Action item: Set the data below down again, exactly, with every picture left out.

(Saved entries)
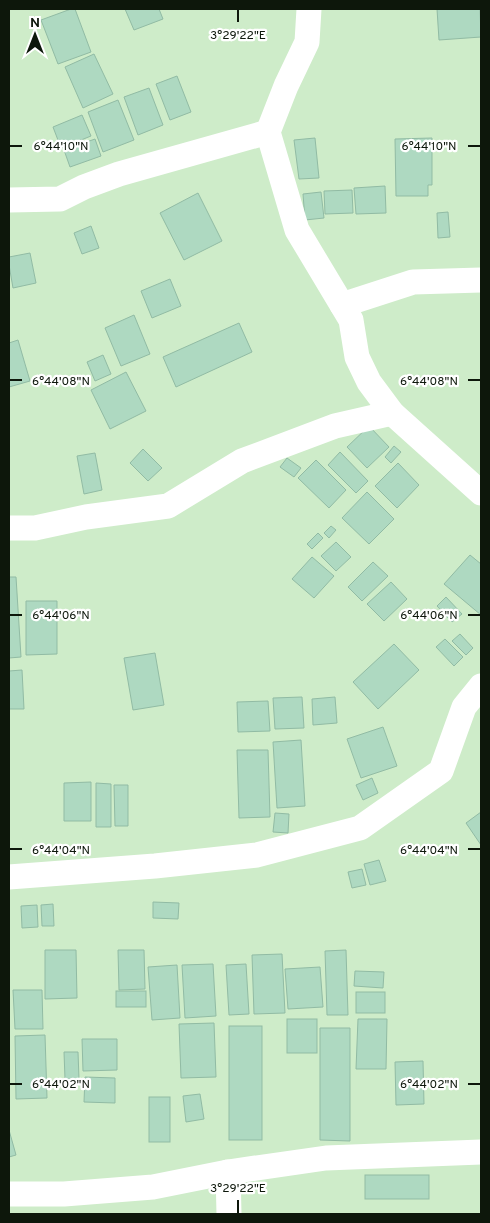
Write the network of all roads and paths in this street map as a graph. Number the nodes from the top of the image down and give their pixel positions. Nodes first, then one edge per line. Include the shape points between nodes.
1 (310, 9) edge
2 (268, 132) junction
3 (9, 200) edge
4 (481, 280) edge
5 (342, 305) junction
6 (392, 413) junction
7 (481, 493) edge
8 (9, 528) edge
9 (481, 686) edge
10 (9, 877) edge
11 (481, 1152) edge
12 (228, 1172) junction
13 (9, 1194) edge
14 (229, 1214) edge

1 - 2 street via 307,42
2 - 3 street via 119,174 60,199
2 - 5 street via 297,230
4 - 5 street via 413,282
5 - 6 street via 350,320 357,357 369,382
6 - 7 street
6 - 8 street via 335,426 242,461 168,506 86,517 35,528
9 - 10 street via 464,707 441,771 360,828 257,855
11 - 12 street via 326,1158
12 - 13 street via 153,1187 64,1194
12 - 14 street

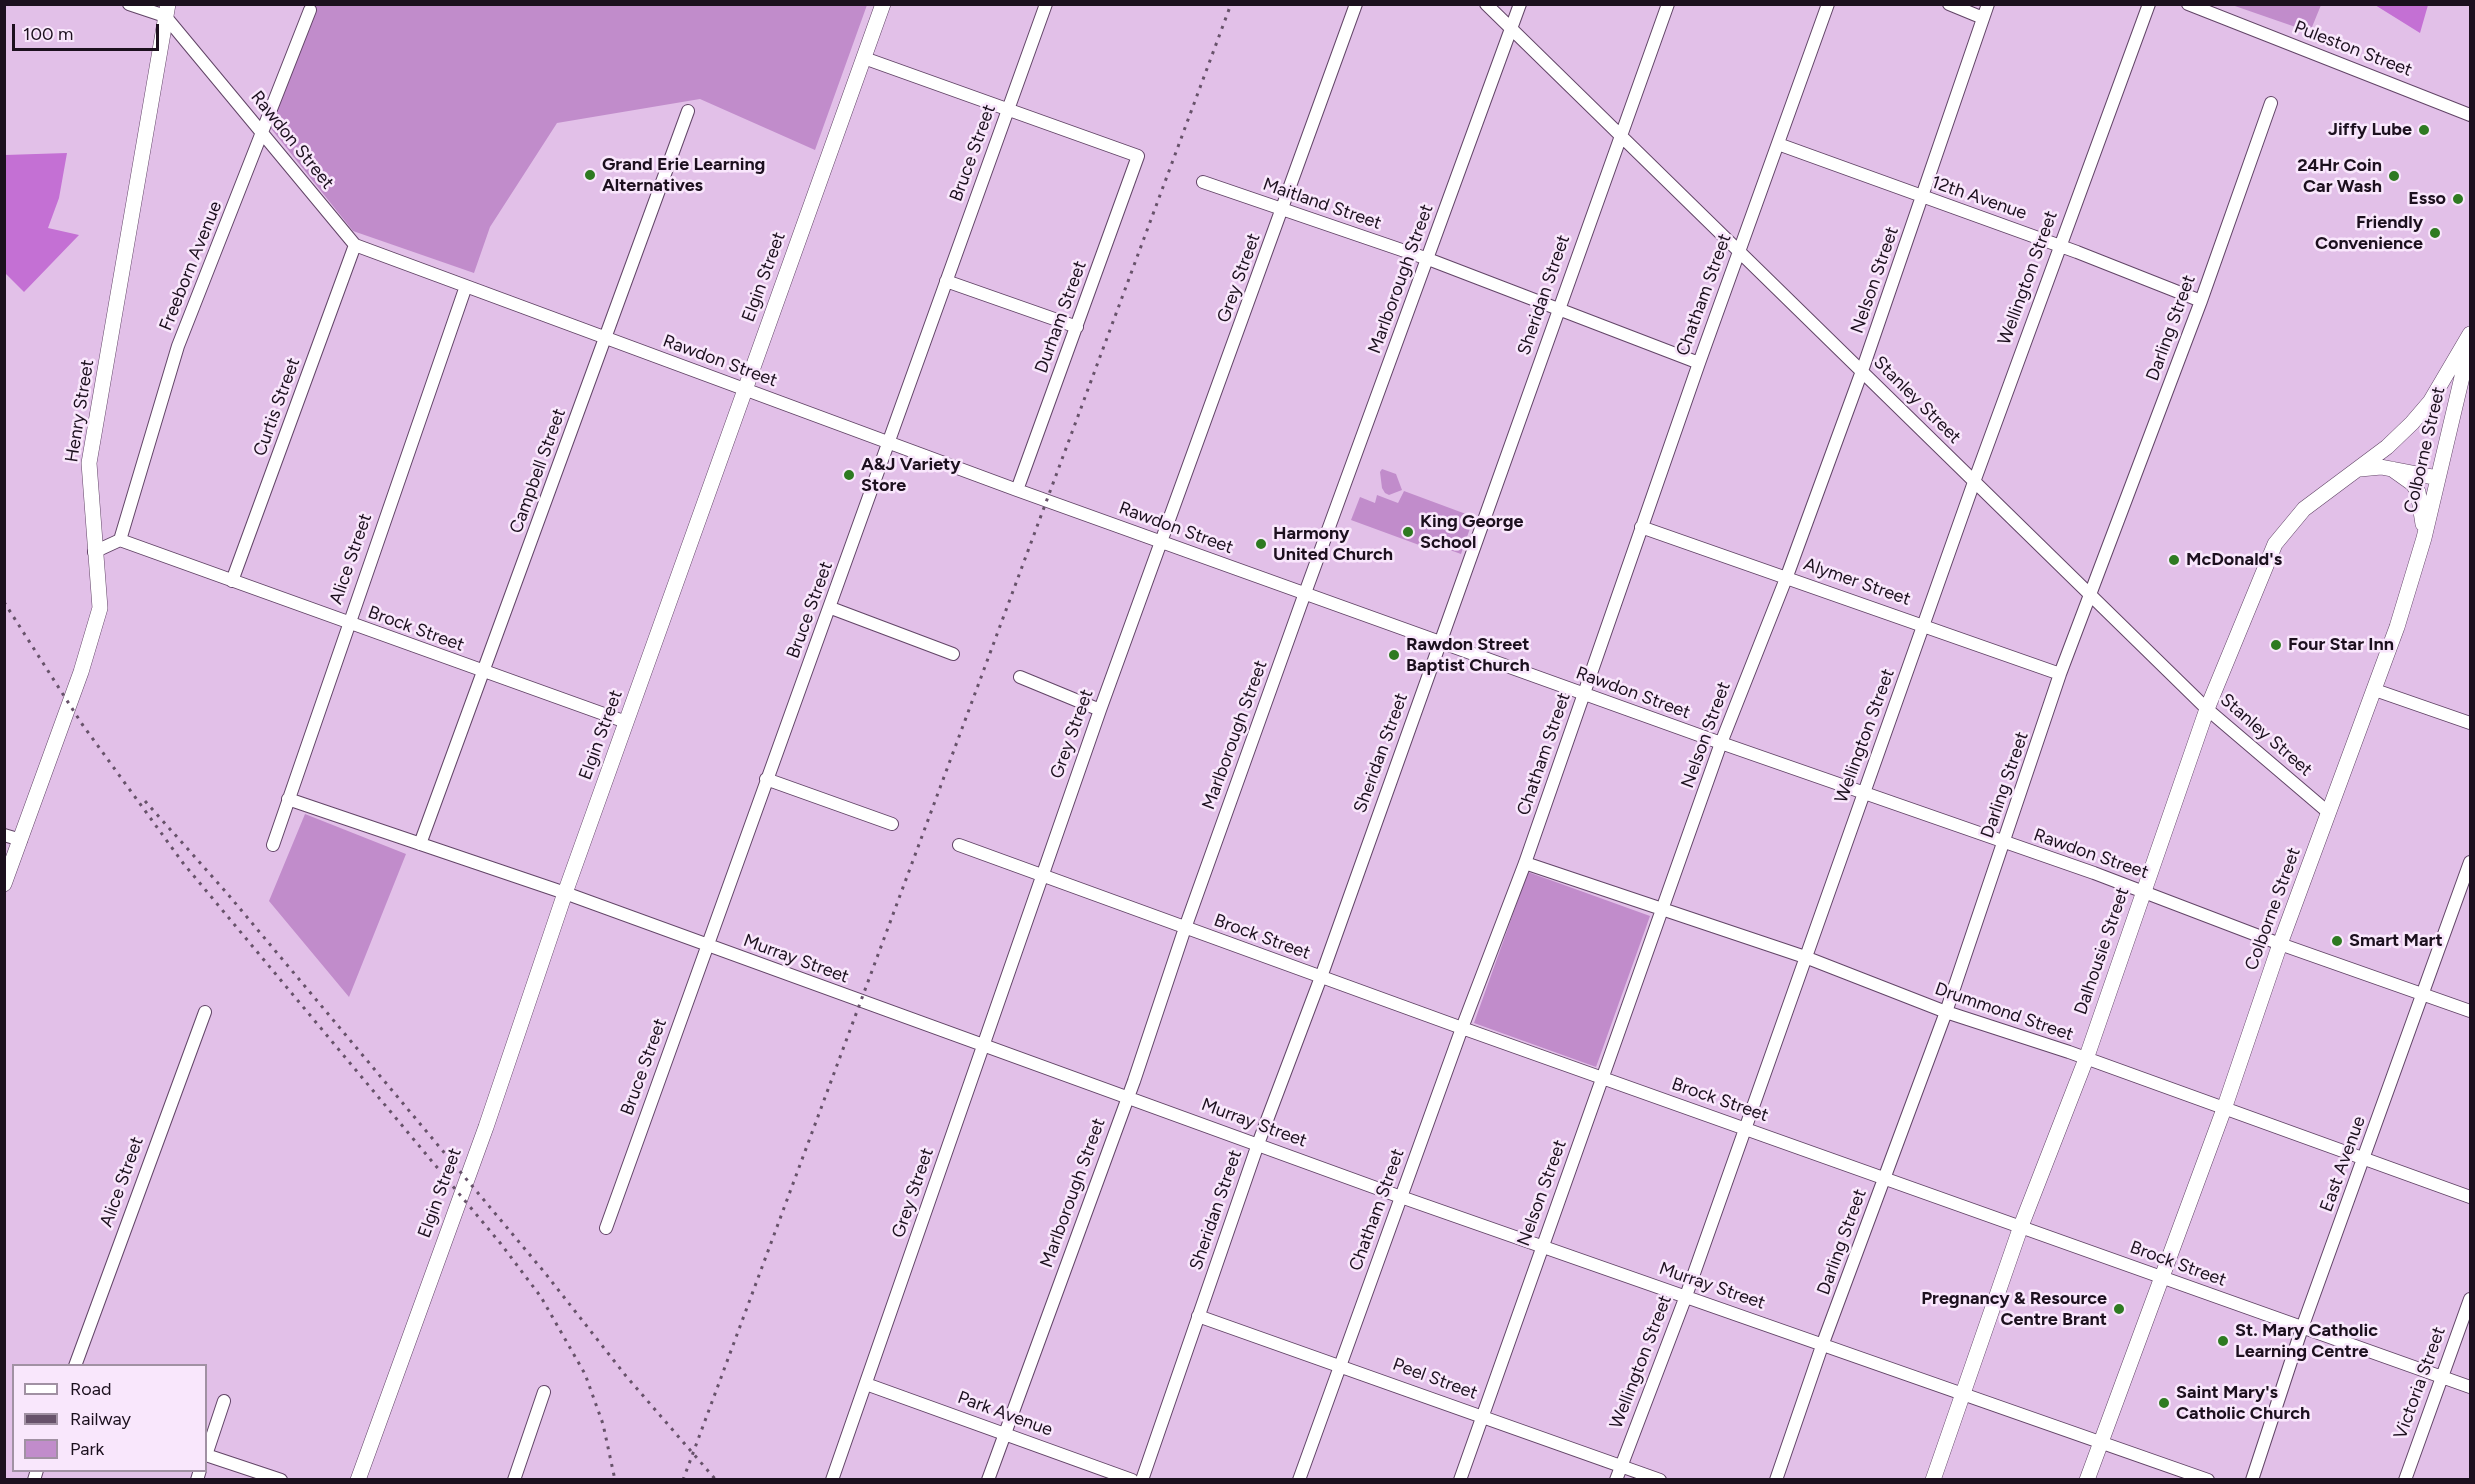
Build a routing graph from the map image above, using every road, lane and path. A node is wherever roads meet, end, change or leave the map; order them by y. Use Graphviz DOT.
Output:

Answer for the task:
Write the network of all roads and paths in this street map as a graph. Number the nodes from the top of the image down and give their pixel positions. Nodes first, then one edge per line. Include the shape points between nodes.
1 (310, 9) edge
2 (268, 132) junction
3 (9, 200) edge
4 (481, 280) edge
5 (342, 305) junction
6 (392, 413) junction
7 (481, 493) edge
8 (9, 528) edge
9 (481, 686) edge
10 (9, 877) edge
11 (481, 1152) edge
12 (228, 1172) junction
13 (9, 1194) edge
14 (229, 1214) edge

1 - 2 street via 307,42
2 - 3 street via 119,174 60,199
2 - 5 street via 297,230
4 - 5 street via 413,282
5 - 6 street via 350,320 357,357 369,382
6 - 7 street
6 - 8 street via 335,426 242,461 168,506 86,517 35,528
9 - 10 street via 464,707 441,771 360,828 257,855
11 - 12 street via 326,1158
12 - 13 street via 153,1187 64,1194
12 - 14 street

Build a routing graph from the map image above, using every road, lane and path. A node is wherever roads meet, end, change or leave the map; order them by y. Use Graphviz DOT.
Output:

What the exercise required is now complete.